Reproduce word for word every line of the entries below, from the line containing "pinky pip: (826, 450)" through the final line, and nothing else.

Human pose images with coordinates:
= Beginning of Section =

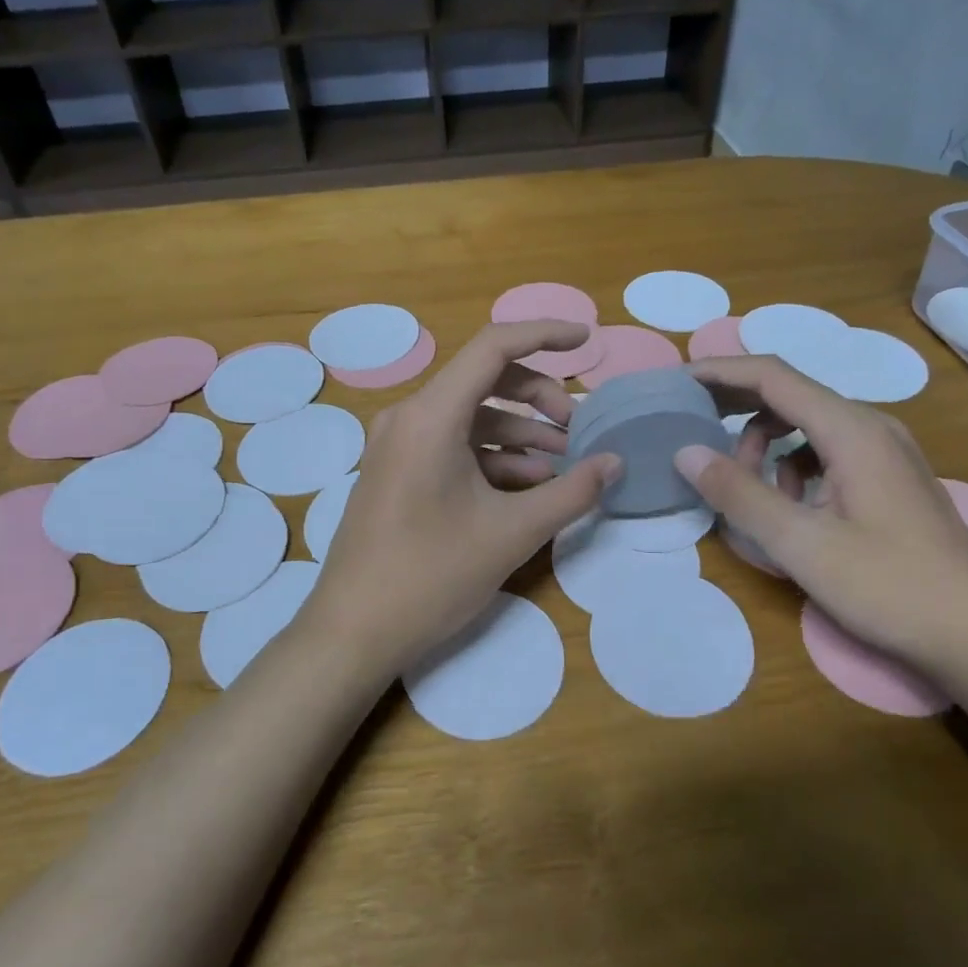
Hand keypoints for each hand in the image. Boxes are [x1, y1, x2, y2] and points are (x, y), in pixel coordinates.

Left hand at [298, 321, 621, 680]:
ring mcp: (398, 445)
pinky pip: (452, 446)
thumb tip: (615, 463)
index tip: (586, 340)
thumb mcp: (511, 533)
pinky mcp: (397, 472)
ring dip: (519, 434)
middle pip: (484, 381)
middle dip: (537, 398)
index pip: (494, 347)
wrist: (352, 632)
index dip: (544, 334)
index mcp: (431, 416)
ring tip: (562, 465)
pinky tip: (526, 486)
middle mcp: (409, 417)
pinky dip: (491, 457)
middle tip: (577, 429)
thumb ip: (571, 492)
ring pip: (470, 418)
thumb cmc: (431, 575)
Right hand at [676, 355, 967, 679]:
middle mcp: (871, 426)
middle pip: (790, 393)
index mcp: (851, 429)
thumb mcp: (801, 544)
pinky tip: (789, 506)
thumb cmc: (890, 587)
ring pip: (807, 425)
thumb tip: (686, 452)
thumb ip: (740, 494)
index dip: (720, 371)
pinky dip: (793, 465)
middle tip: (691, 425)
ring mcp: (885, 451)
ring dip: (765, 444)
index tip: (677, 380)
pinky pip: (826, 450)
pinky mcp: (889, 477)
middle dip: (736, 405)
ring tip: (745, 489)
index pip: (773, 376)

= End of Section =

* **Answer to the exercise**
pinky pip: (826, 450)
pinky mcp: (889, 477)
middle dip: (736, 405)
ring tip: (745, 489)
index pip: (773, 376)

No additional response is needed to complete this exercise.